Understanding health insurance premiums can be a bit of a doozy especially in New York City. Whether or not health insurance premiums are tax deductible depends on a few factors, including your income, your filing status, and the type of health insurance you have.
In the United States, health insurance premiums are generally not tax deductible for people who are covered by employer-sponsored health insurance. This is because the premiums are already paid for by the employer and are considered to be part of the employee’s compensation.
However, health insurance premiums are tax deductible for self-employed individuals and for people who are not covered by employer-sponsored health insurance. These individuals can deduct the premiums they pay for health insurance for themselves, their spouse, and their dependents.
To be deductible, the health insurance must be qualified health insurance, which means that it meets certain requirements set by the IRS. These requirements include:
- The plan must be offered by an insurance company or health insurance issuer that is licensed to do business in the United States.

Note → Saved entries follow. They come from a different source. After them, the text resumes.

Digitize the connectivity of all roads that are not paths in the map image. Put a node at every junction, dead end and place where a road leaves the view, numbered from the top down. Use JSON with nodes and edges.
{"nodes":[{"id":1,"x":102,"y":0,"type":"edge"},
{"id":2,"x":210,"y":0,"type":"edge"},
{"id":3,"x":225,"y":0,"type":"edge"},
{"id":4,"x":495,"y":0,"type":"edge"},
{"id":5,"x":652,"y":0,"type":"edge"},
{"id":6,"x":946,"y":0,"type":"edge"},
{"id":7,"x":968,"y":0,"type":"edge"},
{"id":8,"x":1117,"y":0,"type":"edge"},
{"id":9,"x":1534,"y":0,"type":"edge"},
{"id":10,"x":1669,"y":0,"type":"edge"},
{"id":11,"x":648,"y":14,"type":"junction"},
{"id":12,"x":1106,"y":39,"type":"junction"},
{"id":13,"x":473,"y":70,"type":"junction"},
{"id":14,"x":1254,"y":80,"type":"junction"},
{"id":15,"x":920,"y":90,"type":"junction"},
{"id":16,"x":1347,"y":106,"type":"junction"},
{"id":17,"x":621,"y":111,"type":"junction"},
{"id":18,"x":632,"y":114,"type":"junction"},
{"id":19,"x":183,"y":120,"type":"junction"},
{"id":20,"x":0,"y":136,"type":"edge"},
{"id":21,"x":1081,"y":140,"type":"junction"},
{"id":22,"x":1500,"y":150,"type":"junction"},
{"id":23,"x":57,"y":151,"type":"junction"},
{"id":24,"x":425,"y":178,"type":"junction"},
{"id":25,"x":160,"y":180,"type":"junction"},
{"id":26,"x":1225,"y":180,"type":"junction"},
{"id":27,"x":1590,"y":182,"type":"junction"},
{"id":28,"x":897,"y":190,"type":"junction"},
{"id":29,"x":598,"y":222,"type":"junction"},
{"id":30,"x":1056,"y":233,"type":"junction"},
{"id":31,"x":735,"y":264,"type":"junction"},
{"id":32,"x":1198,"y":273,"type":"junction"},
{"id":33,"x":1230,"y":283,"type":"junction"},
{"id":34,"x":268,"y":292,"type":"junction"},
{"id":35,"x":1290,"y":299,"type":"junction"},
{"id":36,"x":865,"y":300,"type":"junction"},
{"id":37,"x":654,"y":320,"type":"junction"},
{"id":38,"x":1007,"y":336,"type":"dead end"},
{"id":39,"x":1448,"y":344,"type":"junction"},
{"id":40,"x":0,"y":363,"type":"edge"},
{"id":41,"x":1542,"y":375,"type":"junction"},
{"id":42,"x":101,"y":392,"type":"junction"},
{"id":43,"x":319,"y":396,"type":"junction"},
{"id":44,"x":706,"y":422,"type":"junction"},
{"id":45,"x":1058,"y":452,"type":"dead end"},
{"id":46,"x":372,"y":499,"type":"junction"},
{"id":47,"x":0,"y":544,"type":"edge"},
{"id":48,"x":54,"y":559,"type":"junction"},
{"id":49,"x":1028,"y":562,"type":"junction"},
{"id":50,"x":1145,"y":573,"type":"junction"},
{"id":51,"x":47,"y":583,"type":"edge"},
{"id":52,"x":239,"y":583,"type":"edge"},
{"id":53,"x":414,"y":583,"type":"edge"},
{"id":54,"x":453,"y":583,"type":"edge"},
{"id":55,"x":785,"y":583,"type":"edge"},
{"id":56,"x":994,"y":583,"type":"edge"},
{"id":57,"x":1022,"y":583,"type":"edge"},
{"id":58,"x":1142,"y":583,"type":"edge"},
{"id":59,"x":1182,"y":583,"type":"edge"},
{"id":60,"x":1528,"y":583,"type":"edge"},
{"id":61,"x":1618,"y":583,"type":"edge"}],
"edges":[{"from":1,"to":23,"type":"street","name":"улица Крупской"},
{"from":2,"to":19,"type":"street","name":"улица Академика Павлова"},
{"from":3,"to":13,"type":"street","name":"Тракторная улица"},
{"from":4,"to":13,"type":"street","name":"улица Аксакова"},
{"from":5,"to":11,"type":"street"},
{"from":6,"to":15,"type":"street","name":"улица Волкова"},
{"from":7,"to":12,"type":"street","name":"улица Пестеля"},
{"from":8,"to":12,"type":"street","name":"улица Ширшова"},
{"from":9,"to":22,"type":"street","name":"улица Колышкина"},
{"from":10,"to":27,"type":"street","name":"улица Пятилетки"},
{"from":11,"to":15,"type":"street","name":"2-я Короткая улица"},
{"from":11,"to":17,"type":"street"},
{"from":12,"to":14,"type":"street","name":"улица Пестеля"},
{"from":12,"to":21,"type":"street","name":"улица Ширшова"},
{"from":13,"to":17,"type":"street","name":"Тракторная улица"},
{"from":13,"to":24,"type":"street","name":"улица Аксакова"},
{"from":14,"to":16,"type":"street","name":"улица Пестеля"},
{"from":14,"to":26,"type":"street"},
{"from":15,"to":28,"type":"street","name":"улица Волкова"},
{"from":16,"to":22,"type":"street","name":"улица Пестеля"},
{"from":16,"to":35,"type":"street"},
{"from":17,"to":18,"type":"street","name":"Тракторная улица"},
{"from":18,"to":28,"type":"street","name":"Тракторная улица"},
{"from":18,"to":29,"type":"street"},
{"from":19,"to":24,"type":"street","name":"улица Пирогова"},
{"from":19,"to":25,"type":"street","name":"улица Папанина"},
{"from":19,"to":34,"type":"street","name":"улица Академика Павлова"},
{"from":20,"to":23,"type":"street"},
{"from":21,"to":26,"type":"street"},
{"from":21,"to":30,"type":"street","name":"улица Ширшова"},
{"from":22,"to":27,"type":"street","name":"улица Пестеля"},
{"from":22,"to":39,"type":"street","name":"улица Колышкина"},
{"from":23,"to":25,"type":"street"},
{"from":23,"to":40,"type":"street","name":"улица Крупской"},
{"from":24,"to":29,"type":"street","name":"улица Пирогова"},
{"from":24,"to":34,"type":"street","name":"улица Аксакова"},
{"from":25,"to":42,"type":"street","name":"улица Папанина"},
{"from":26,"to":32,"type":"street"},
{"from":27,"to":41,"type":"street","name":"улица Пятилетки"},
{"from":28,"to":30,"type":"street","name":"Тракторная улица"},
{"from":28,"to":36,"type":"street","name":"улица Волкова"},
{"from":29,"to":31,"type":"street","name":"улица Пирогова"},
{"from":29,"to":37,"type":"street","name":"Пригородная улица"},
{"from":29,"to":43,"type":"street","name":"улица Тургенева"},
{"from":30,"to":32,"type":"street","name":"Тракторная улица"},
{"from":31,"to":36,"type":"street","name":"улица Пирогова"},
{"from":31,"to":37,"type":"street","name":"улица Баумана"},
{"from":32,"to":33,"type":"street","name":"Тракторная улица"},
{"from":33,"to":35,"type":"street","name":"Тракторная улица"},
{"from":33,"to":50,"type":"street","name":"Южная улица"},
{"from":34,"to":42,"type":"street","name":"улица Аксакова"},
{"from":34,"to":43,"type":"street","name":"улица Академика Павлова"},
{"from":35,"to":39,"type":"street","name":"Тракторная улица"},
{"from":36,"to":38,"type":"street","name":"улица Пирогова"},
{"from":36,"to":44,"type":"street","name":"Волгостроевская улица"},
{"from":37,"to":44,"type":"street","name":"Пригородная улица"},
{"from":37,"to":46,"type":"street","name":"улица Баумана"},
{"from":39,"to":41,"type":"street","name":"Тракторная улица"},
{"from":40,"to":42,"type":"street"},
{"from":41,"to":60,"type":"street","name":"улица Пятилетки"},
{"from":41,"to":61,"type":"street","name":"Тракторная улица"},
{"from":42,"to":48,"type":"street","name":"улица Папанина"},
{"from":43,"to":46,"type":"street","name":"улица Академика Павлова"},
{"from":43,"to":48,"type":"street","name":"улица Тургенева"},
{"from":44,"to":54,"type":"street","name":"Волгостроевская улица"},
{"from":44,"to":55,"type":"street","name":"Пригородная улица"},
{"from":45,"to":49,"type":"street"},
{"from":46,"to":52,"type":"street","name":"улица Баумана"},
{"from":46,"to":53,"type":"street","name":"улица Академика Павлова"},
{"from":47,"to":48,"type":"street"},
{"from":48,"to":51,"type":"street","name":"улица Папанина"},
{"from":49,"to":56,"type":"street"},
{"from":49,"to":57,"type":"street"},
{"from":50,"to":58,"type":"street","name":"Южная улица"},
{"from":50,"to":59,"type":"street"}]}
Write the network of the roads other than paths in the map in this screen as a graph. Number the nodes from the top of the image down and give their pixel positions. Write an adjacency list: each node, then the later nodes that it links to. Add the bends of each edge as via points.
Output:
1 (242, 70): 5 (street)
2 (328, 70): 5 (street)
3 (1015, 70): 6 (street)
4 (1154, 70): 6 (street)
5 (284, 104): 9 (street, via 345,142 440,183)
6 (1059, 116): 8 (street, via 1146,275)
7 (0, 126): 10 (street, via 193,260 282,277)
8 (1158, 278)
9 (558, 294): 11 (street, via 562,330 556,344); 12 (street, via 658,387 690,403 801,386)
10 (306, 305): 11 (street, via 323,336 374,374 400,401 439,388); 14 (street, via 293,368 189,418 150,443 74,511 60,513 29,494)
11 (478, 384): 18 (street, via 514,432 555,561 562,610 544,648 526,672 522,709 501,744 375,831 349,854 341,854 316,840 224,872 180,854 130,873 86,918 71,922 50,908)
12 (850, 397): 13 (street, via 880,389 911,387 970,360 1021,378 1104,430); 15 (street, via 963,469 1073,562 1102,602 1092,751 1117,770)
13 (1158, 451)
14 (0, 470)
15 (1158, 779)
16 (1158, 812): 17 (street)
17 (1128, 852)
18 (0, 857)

- The plan must cover a wide range of essential health benefits, as defined by the Affordable Care Act.
- The plan must meet certain minimum standards for coverage, such as a minimum deductible and out-of-pocket maximum.
If you are self-employed or not covered by employer-sponsored health insurance, you can deduct the health insurance premiums you pay on your federal income tax return. To do this, you will need to itemize your deductions.
The amount of the deduction is limited to the amount of your adjusted gross income (AGI) that is greater than 7.5%. For example, if your AGI is $50,000 and you pay $4,000 in health insurance premiums, you can deduct $2,500 of the premiums.
If you are not sure whether or not your health insurance premiums are tax deductible, you should consult with a tax advisor.